(DATA RECORDS begins)

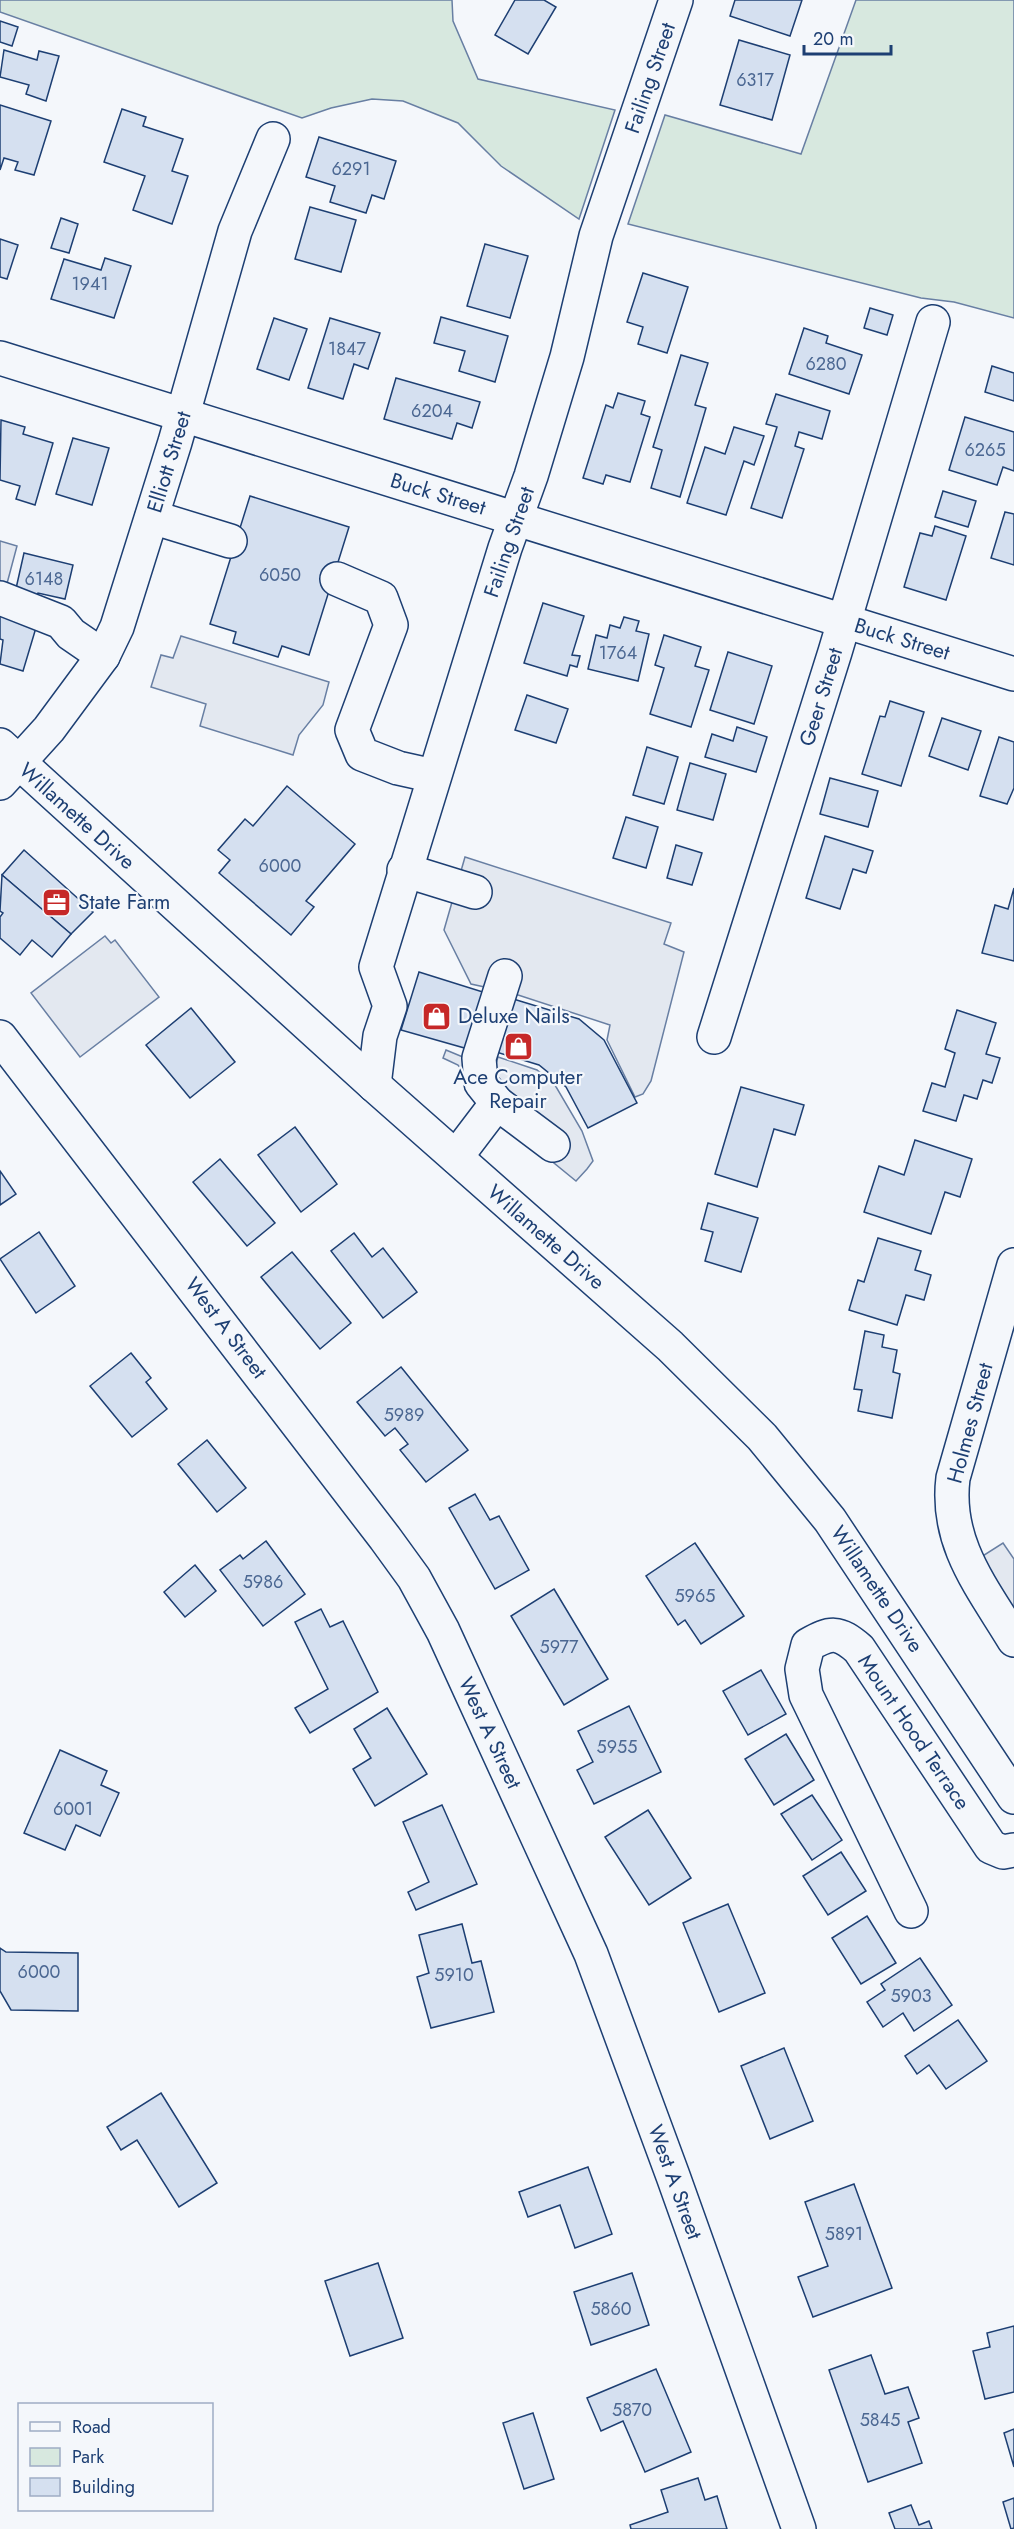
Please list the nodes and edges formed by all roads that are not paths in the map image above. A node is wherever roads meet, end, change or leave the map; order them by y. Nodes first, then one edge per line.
1 (676, 0) edge
2 (273, 139) dead end
3 (933, 321) dead end
4 (0, 358) edge
5 (183, 415) junction
6 (152, 518) junction
7 (515, 518) junction
8 (230, 541) dead end
9 (337, 579) dead end
10 (0, 598) edge
11 (844, 621) junction
12 (103, 656) junction
13 (1014, 674) edge
14 (7, 764) edge
15 (434, 776) junction
16 (404, 870) junction
17 (475, 892) dead end
18 (505, 976) dead end
19 (0, 1037) edge
20 (714, 1037) dead end
21 (374, 1086) junction
22 (497, 1103) junction
23 (553, 1145) dead end
24 (456, 1157) junction
25 (1011, 1284) edge
26 (1014, 1640) edge
27 (1014, 1797) edge
28 (1014, 1850) edge
29 (911, 1911) dead end
30 (799, 2529) edge

1 - 7 street, Failing Street
2 - 5 street, Elliott Street
3 - 11 street, Geer Street
4 - 5 street, Buck Street
5 - 6 street, Elliott Street
5 - 7 street, Buck Street
6 - 8 street
6 - 12 street, Elliott Street
7 - 11 street, Buck Street
7 - 15 street, Failing Street
9 - 15 street
10 - 12 street
11 - 13 street, Buck Street
11 - 20 street, Geer Street
12 - 14 street, Elliott Street
14 - 21 street, Willamette Drive
15 - 16 street, Failing Street
16 - 17 street
16 - 21 street, Failing Street
18 - 22 street
19 - 30 street, West A Street
21 - 24 street, Willamette Drive
22 - 23 street
22 - 24 street
24 - 27 street, Willamette Drive
25 - 26 street, Holmes Street
28 - 29 street, Mount Hood Terrace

(DATA RECORDS ends)

### ASSIGNMENT
When you return the records, keep every word unchanged and drop the pictures.

### REPLY TO THE TASK
Please list the nodes and edges formed by all roads that are not paths in the map image above. A node is wherever roads meet, end, change or leave the map; order them by y. Nodes first, then one edge per line.
1 (676, 0) edge
2 (273, 139) dead end
3 (933, 321) dead end
4 (0, 358) edge
5 (183, 415) junction
6 (152, 518) junction
7 (515, 518) junction
8 (230, 541) dead end
9 (337, 579) dead end
10 (0, 598) edge
11 (844, 621) junction
12 (103, 656) junction
13 (1014, 674) edge
14 (7, 764) edge
15 (434, 776) junction
16 (404, 870) junction
17 (475, 892) dead end
18 (505, 976) dead end
19 (0, 1037) edge
20 (714, 1037) dead end
21 (374, 1086) junction
22 (497, 1103) junction
23 (553, 1145) dead end
24 (456, 1157) junction
25 (1011, 1284) edge
26 (1014, 1640) edge
27 (1014, 1797) edge
28 (1014, 1850) edge
29 (911, 1911) dead end
30 (799, 2529) edge

1 - 7 street, Failing Street
2 - 5 street, Elliott Street
3 - 11 street, Geer Street
4 - 5 street, Buck Street
5 - 6 street, Elliott Street
5 - 7 street, Buck Street
6 - 8 street
6 - 12 street, Elliott Street
7 - 11 street, Buck Street
7 - 15 street, Failing Street
9 - 15 street
10 - 12 street
11 - 13 street, Buck Street
11 - 20 street, Geer Street
12 - 14 street, Elliott Street
14 - 21 street, Willamette Drive
15 - 16 street, Failing Street
16 - 17 street
16 - 21 street, Failing Street
18 - 22 street
19 - 30 street, West A Street
21 - 24 street, Willamette Drive
22 - 23 street
22 - 24 street
24 - 27 street, Willamette Drive
25 - 26 street, Holmes Street
28 - 29 street, Mount Hood Terrace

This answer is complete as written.